Dalla loro cooperazione nasceranno nuovi modi di essere connessi, nuovi utilizzi di Internet e nuove tecnologie tanto in ambito hardware quanto in quello software. Il focus cadrà su sensori, nuovi materiali, design e form factor innovativi ma anche su open platform e nuove architetture.

“L’annuncio di oggi è un impegno significativo a lavorare insieme per il futuro del mobile computing; contiamo di trasformare la nostra ricerca congiunta in interventi concreti”,  ha dichiarato Kai Öistämö, Executive Vice President del settore Dispositivi di Nokia. “Esploreremo nuove idee in termini di progettazione, materiali e display che vanno oltre i dispositivi e i servizi attualmente disponibili sul mercato. Questa collaborazione sarà interessante non solo per le nostre aziende ma per le intere industry, i partner e, ovviamente i consumatori”.

Le due multinazionali concordano che c'è molto spazio per l'innovazione e per cambiare cosa i dispositivi mobili possono fare. Nei giorni che avevano preceduto l'annuncio, s'era discusso molto di una possibile discesa in campo di Nokia nel settore dei netbook, ma ascoltando le parole di Öistämö abbiamo la sensazione che il gruppo finlandese stia già guardando oltre gli smartphone ed i netbook, verso futuribili apparecchi frutto di questa convergenza fra telefonia, Web e computer.

Nell'ottica di Intel, l'accordo con Nokia apre nuove prospettive nella progettazione di architetture di microprocessore votate all'efficienza energetica. L'innovazione per questi chip richiede investimenti nei processi produttivi e nello sviluppo di nuove tecnologie, che difficilmente un player isolato potrebbe mettere in campo, per quanto potente e ben organizzato come Intel.

Insomma, un po' di aiuto è gradito se si vuole continuare a rispettare il cammino profetizzato dalla  legge di Moore, che prevede un aumento progressivo delle performace di pari passo con una costante riduzione del costo e dei consumi.

“Questa partnership tra Intel e Nokia unisce l'impegno di molti dei cervelli più brillanti nel mondo del computing e delle comunicazioni a livello internazionale ed è destinata, in ultima analisi, a offrire tecnologie aperte e basate su standard che per tradizione favoriscano rapida innovazione, diffusa adozione e ampie possibilità di scelta per i consumatori”, è stato il commento di Chandrasekher. “Con la convergenza tra Internet e mobilità come unica barriera per il team, posso solo immaginare le innovazioni che scaturiranno dalla nostra collaborazione esclusiva con Nokia.
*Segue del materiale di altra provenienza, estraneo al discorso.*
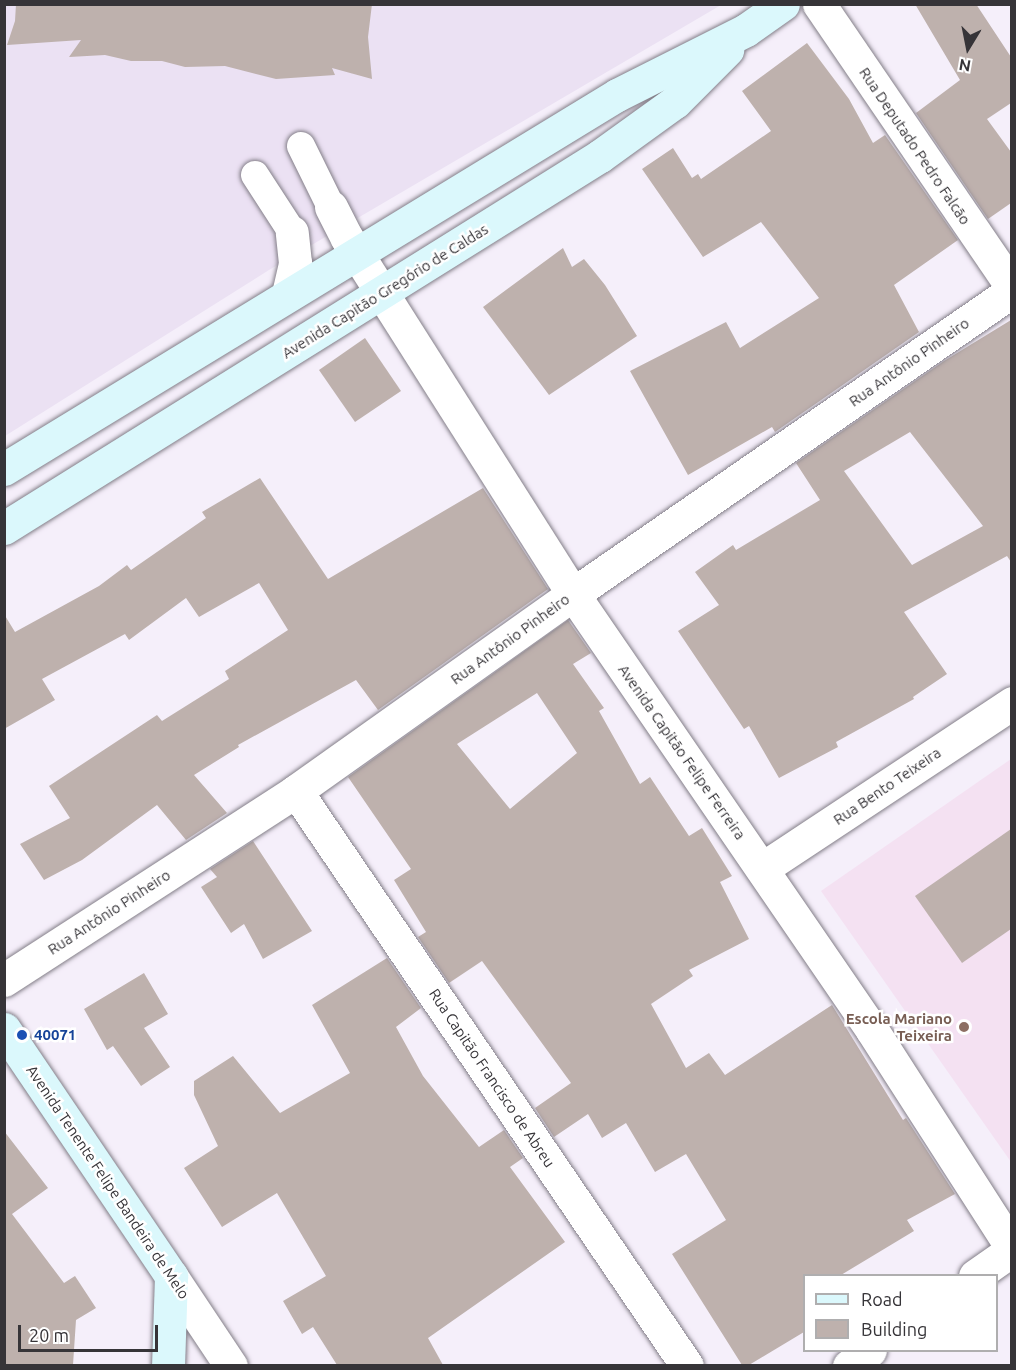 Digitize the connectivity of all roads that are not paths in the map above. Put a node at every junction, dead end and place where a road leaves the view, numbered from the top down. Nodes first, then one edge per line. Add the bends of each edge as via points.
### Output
1 (783, 4) edge
2 (819, 4) edge
3 (746, 30) junction
4 (301, 146) dead end
5 (255, 175) dead end
6 (331, 207) joint
7 (292, 232) joint
8 (358, 253) junction
9 (1011, 290) edge
10 (382, 292) junction
11 (288, 294) junction
12 (4, 469) edge
13 (4, 528) edge
14 (573, 594) junction
15 (1011, 703) edge
16 (296, 791) junction
17 (763, 868) junction
18 (4, 980) edge
19 (4, 1029) edge
20 (1011, 1249) edge
21 (976, 1274) edge
22 (171, 1276) junction
23 (867, 1352) edge
24 (168, 1365) edge
25 (231, 1365) edge
26 (687, 1365) edge
27 (849, 1365) edge

1 - 3 main road, Avenida Capitão Gregório de Caldas
2 - 9 street, Rua Deputado Pedro Falcão
3 - 8 main road, Avenida Capitão Gregório de Caldas via 617,95
3 - 10 main road, Avenida Capitão Gregório de Caldas via 675,102 600,156
4 - 6 lane
5 - 7 lane
6 - 8 street, Avenida Capitão Felipe Ferreira
7 - 11 street via 295,263
8 - 10 street, Avenida Capitão Felipe Ferreira
8 - 11 main road, Avenida Capitão Gregório de Caldas
9 - 14 street, Rua Antônio Pinheiro
10 - 13 main road, Avenida Capitão Gregório de Caldas
10 - 14 street, Avenida Capitão Felipe Ferreira
11 - 12 main road, Avenida Capitão Gregório de Caldas
14 - 16 street, Rua Antônio Pinheiro
14 - 17 street, Avenida Capitão Felipe Ferreira
15 - 17 street, Rua Bento Teixeira
16 - 18 street, Rua Antônio Pinheiro
16 - 26 street, Rua Capitão Francisco de Abreu
17 - 20 street, Avenida Capitão Felipe Ferreira
19 - 22 main road, Avenida Tenente Felipe Bandeira de Melo
20 - 21 street
22 - 24 main road
22 - 25 street, Avenida Tenente Felipe Bandeira de Melo
23 - 27 street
Le possibilità sono illimitate”.

Spostandoci sul piano software, Intel e Nokia sono accomunate dal fatto di promuovere lo sviluppo di  sistemi operativi open source, rispettivamente Moblin e Maemo. Il primo è recentemente passato sotto la gestione della Linux Foundation ed ha raggiunto la release 2.0 in versione beta, mentre il secondo è un adattamento di GNU/Debian Linux destinato agli Internet Tablet di Nokia.

Nel complesso i due progetti sembrano avere molti punti di contatto, tanto che potremmo ipotizzare una loro futura sovrapposizione. Per ora l'annuncio di Intel e nokia si limita a fare riferimento allo sviluppo di tecnologie comuni da utilizzare per entrambi i progetti, sulla base di un ventaglio di applicazioni che comprende oFono, ConnMan, Mozilla, X.Org, BlueZ, D-BUS, Tracker, GStreamer e PulseAudio.
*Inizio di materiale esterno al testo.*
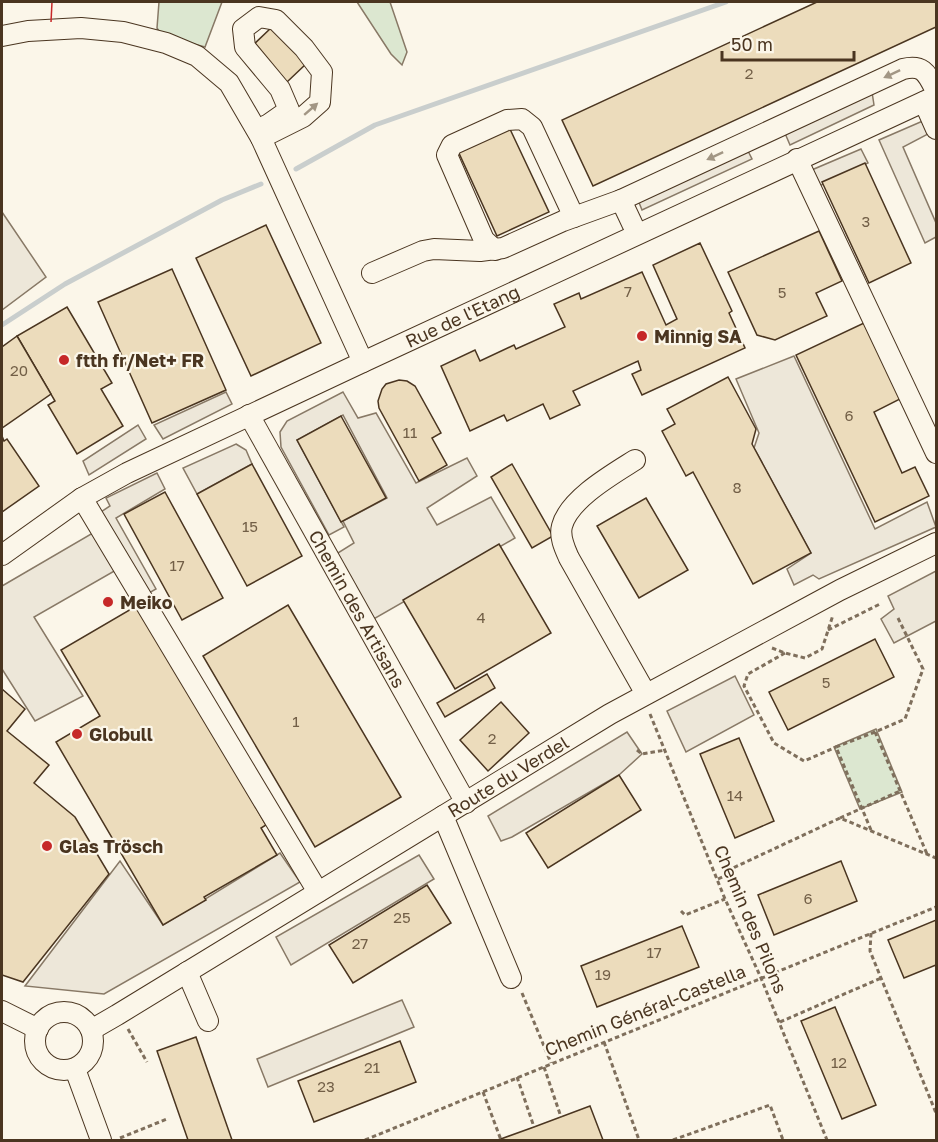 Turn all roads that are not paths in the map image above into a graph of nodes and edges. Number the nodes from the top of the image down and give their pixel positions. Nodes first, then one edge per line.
1 (2, 36) edge
2 (932, 96) edge
3 (936, 129) edge
4 (259, 134) junction
5 (797, 159) junction
6 (621, 200) junction
7 (574, 217) junction
8 (637, 234) junction
9 (495, 250) junction
10 (372, 273) dead end
11 (363, 362) junction
12 (249, 415) junction
13 (936, 453) edge
14 (635, 460) dead end
15 (82, 498) junction
16 (936, 543) edge
17 (2, 555) edge
18 (647, 702) junction
19 (466, 803) junction
20 (443, 816) junction
21 (318, 892) junction
22 (187, 972) junction
23 (515, 983) road end
24 (2, 1011) edge
25 (208, 1021) dead end
26 (38, 1029) junction
27 (91, 1030) junction
28 (75, 1069) junction
29 (110, 1139) edge

1 - 4 street
2 - 3 street
2 - 5 street, Rue de l'Etang
2 -> 6 street
4 -> 4 street
4 - 11 street
5 - 8 street, Rue de l'Etang
5 - 13 street
6 - 7 street
6 - 8 street
7 - 9 street
7 - 9 street
8 - 11 street, Rue de l'Etang
9 - 10 street
11 - 12 street, Rue de l'Etang
12 - 15 street, Rue de l'Etang
12 - 19 street, Chemin des Artisans
14 - 18 street
15 - 17 street, Rue de l'Etang
15 - 21 street
16 - 18 street, Route du Verdel
18 - 19 street, Route du Verdel
19 - 20 street, Route du Verdel
20 - 21 street, Route du Verdel
20 - 23 street
21 - 22 street, Route du Verdel
22 - 25 street
22 - 27 street, Route du Verdel
24 - 26 street
26 - 27 street
26 - 28 street
27 - 28 street
28 - 29 street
Infine la base negoziale prevede l'acquisto da parte di Intel della licenza d'uso per le tecnologie modem HSPA/3G di Nokia. E' facile prevedere, quindi, che le future piattaforme mobili di Intel comprenderanno anche moduli per la connettività su reti cellulari 3G, offrendo finalmente quella flessibilità e quella potenza di cui gli utenti oggi hanno bisogno.

A questo punto ci poniamo una domanda: come si concilierà l'introduzione del supporto per le reti HSDPA/HSUPA con il WiMAX, l'altra grande tecnologia mobile broadband su cui il chipmaker californiano è al lavoro da anni?

La risposta, per ora, è quella più ovvia: le due tecnologie di connessione wireless a banda larga coesisteranno. I modem targati Nokia andranno ad integrare e completare la varietà di interfacce di rete wireless offerte dalle piattaforme Intel per offrire agli utenti un'esperienza di connettività Internet always-on.

E' nata un'alleanza al vertice del mobile computing. Non ci resta che aspettare che inizi a dare i primi frutti.